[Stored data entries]
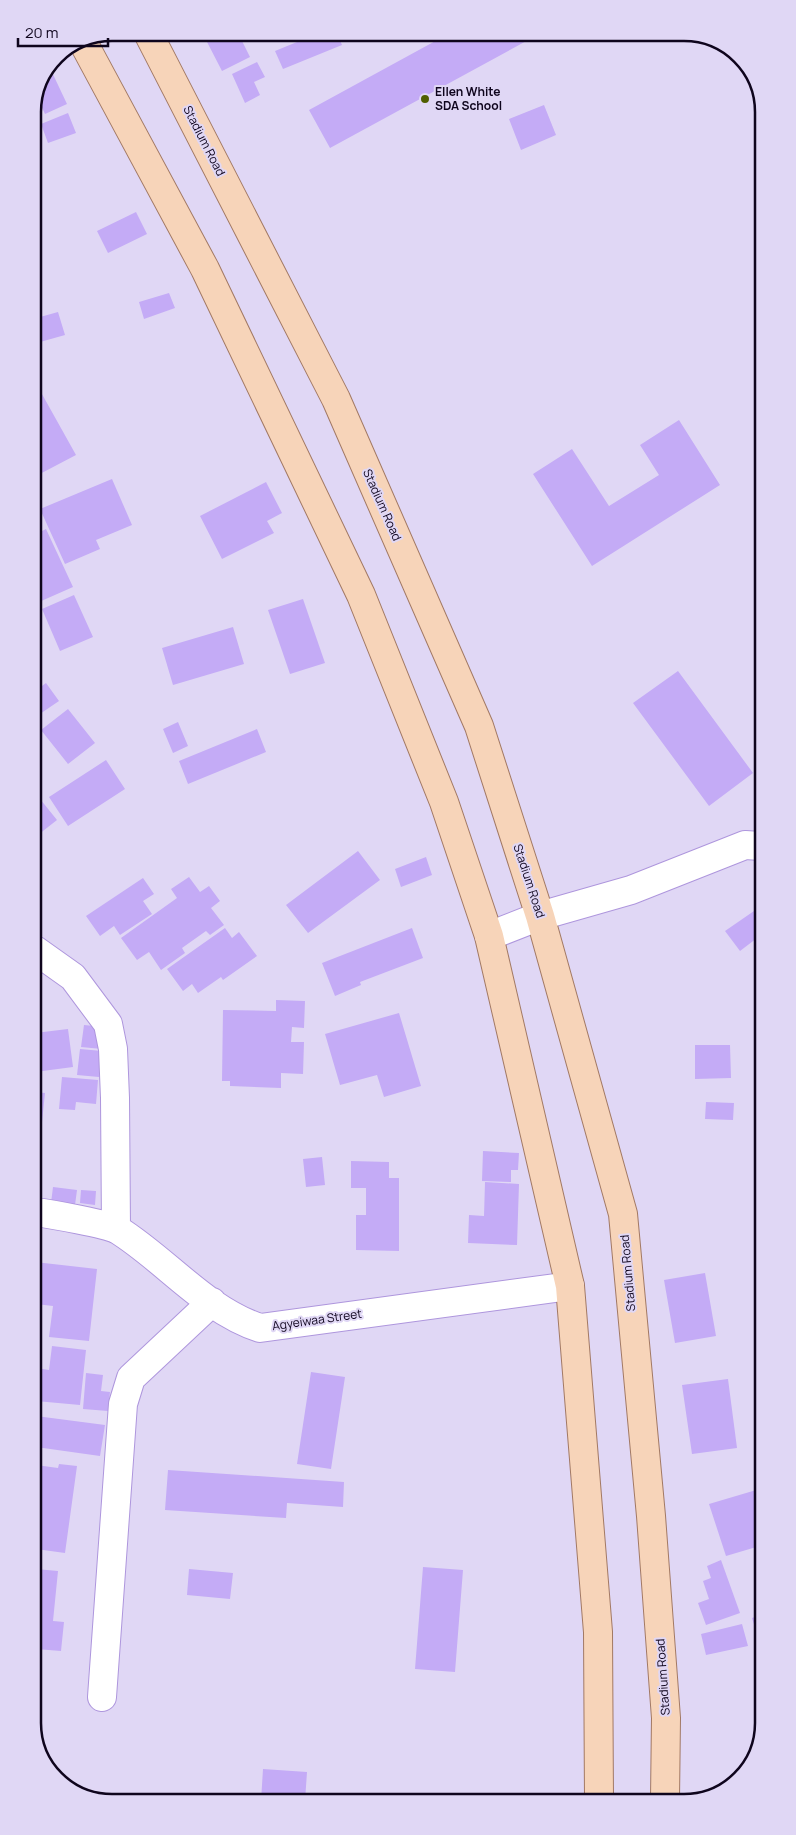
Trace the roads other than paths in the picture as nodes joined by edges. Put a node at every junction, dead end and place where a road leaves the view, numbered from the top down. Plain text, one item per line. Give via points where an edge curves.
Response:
1 (153, 41) edge
2 (86, 47) edge
3 (755, 846) edge
4 (540, 916) junction
5 (489, 936) junction
6 (41, 954) edge
7 (41, 1213) edge
8 (116, 1229) junction
9 (570, 1286) junction
10 (212, 1302) junction
11 (102, 1697) dead end
12 (599, 1794) edge
13 (664, 1794) edge

1 - 4 main road, Stadium Road via 336,399 480,726
2 - 5 main road via 205,269 361,595 444,802
3 - 4 street via 745,845 630,890
4 - 5 street
4 - 13 main road, Stadium Road via 623,1214 665,1709
5 - 9 main road
6 - 8 street via 73,977 108,1024 114,1088
7 - 8 street, Agyeiwaa Street
8 - 10 street, Agyeiwaa Street
9 - 10 street, Agyeiwaa Street via 260,1328 239,1320
9 - 12 main road via 598,1632
10 - 11 street via 131,1378 123,1404

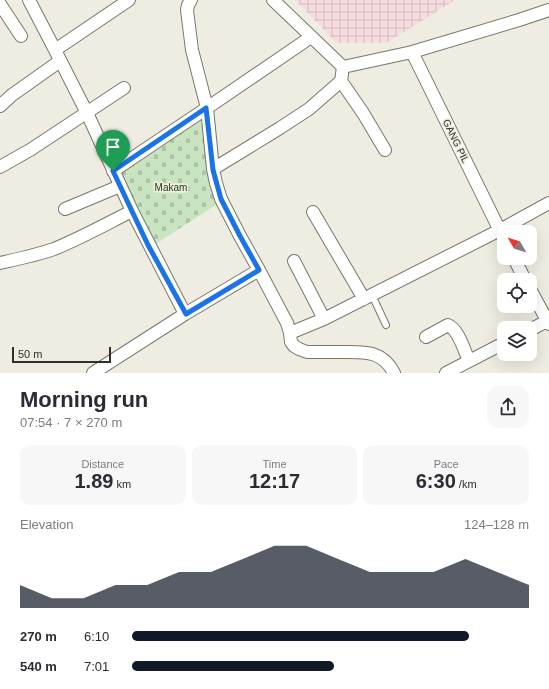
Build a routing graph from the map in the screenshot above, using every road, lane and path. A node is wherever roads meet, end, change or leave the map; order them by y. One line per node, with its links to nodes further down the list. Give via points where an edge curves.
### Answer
1 (29, 0): 10 (street)
2 (129, 0): 10 (street)
3 (191, 0): 15 (street, via 187,10 192,50)
4 (273, 0): 8 (street)
5 (0, 4): 7 (street)
6 (549, 10): 9 (street)
7 (21, 36)
8 (311, 36): 11 (street); 15 (street)
9 (412, 52): 11 (street); 26 (street, GANG PIL)
10 (58, 56): 14 (street); 16 (street)
11 (343, 67): 12 (street)
12 (341, 81): 17 (street); 19 (street, via 309,109)
13 (124, 88): 16 (street)
14 (0, 106)
15 (206, 108): 19 (street); 20 (street)
16 (87, 114): 18 (street); 20 (street)
17 (385, 150)
18 (0, 167)
19 (213, 170): 31 (street, via 221,199)
20 (113, 171): 21 (street)
21 (120, 186): 23 (street); 24 (street)
22 (549, 203): 27 (street)
23 (65, 209)
24 (132, 211): 30 (street, via 53,249); 34 (street)
25 (313, 212): 32 (street)
26 (498, 225)
27 (516, 225)
28 (497, 236): 32 (street)
29 (294, 261): 35 (street)
30 (0, 262)
31 (259, 270): 34 (street); 39 (street)
32 (368, 297): 35 (street); 37 (lane)
33 (537, 302): 36 (street)
34 (186, 314): 43 (street)
35 (324, 320): 39 (street)
36 (548, 323): 38 (street)
37 (386, 325)
38 (537, 327)
39 (290, 333): 44 (street, via 290,342 299,350 368,353 386,362)
40 (426, 338): 42 (street, via 448,325 452,327)
41 (497, 346): 42 (street)
42 (468, 361): 45 (street)
43 (93, 373)
44 (394, 373)
45 (446, 373)

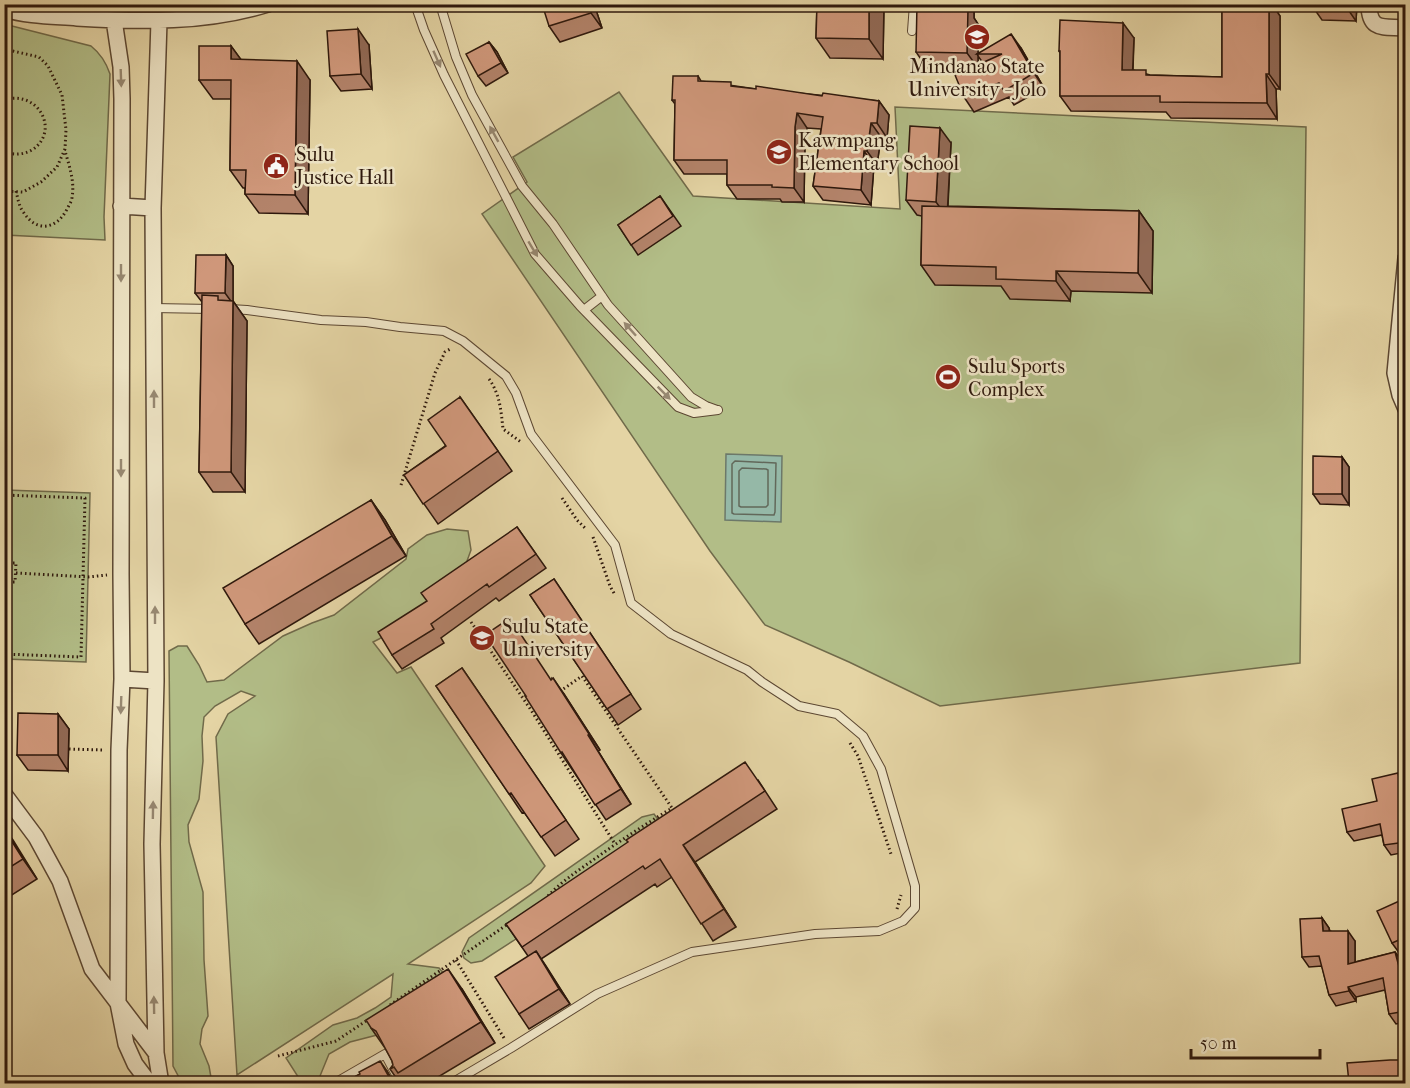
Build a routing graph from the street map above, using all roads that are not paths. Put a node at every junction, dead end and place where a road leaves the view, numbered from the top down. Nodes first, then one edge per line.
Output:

## Your task
Return the records exactly. Don't carry the pictures over.

## Solution to the problem
Trace the roads other than paths in the picture as nodes joined by edges. Put a node at every junction, dead end and place where a road leaves the view, numbered from the top down. Plain text, one item per line. Give via points where an edge curves.
Response:
1 (153, 41) edge
2 (86, 47) edge
3 (755, 846) edge
4 (540, 916) junction
5 (489, 936) junction
6 (41, 954) edge
7 (41, 1213) edge
8 (116, 1229) junction
9 (570, 1286) junction
10 (212, 1302) junction
11 (102, 1697) dead end
12 (599, 1794) edge
13 (664, 1794) edge

1 - 4 main road, Stadium Road via 336,399 480,726
2 - 5 main road via 205,269 361,595 444,802
3 - 4 street via 745,845 630,890
4 - 5 street
4 - 13 main road, Stadium Road via 623,1214 665,1709
5 - 9 main road
6 - 8 street via 73,977 108,1024 114,1088
7 - 8 street, Agyeiwaa Street
8 - 10 street, Agyeiwaa Street
9 - 10 street, Agyeiwaa Street via 260,1328 239,1320
9 - 12 main road via 598,1632
10 - 11 street via 131,1378 123,1404

Build a routing graph from the map in the screenshot above, using every road, lane and path. A node is wherever roads meet, end, change or leave the map; order them by y. One line per node, with its links to nodes further down the list. Give via points where an edge curves.
### Answer
1 (29, 0): 10 (street)
2 (129, 0): 10 (street)
3 (191, 0): 15 (street, via 187,10 192,50)
4 (273, 0): 8 (street)
5 (0, 4): 7 (street)
6 (549, 10): 9 (street)
7 (21, 36)
8 (311, 36): 11 (street); 15 (street)
9 (412, 52): 11 (street); 26 (street, GANG PIL)
10 (58, 56): 14 (street); 16 (street)
11 (343, 67): 12 (street)
12 (341, 81): 17 (street); 19 (street, via 309,109)
13 (124, 88): 16 (street)
14 (0, 106)
15 (206, 108): 19 (street); 20 (street)
16 (87, 114): 18 (street); 20 (street)
17 (385, 150)
18 (0, 167)
19 (213, 170): 31 (street, via 221,199)
20 (113, 171): 21 (street)
21 (120, 186): 23 (street); 24 (street)
22 (549, 203): 27 (street)
23 (65, 209)
24 (132, 211): 30 (street, via 53,249); 34 (street)
25 (313, 212): 32 (street)
26 (498, 225)
27 (516, 225)
28 (497, 236): 32 (street)
29 (294, 261): 35 (street)
30 (0, 262)
31 (259, 270): 34 (street); 39 (street)
32 (368, 297): 35 (street); 37 (lane)
33 (537, 302): 36 (street)
34 (186, 314): 43 (street)
35 (324, 320): 39 (street)
36 (548, 323): 38 (street)
37 (386, 325)
38 (537, 327)
39 (290, 333): 44 (street, via 290,342 299,350 368,353 386,362)
40 (426, 338): 42 (street, via 448,325 452,327)
41 (497, 346): 42 (street)
42 (468, 361): 45 (street)
43 (93, 373)
44 (394, 373)
45 (446, 373)

Build a routing graph from the street map above, using all roads that are not paths. Put a node at every junction, dead end and place where a road leaves the view, numbered from the top down. Nodes first, then one edge per line.
Output:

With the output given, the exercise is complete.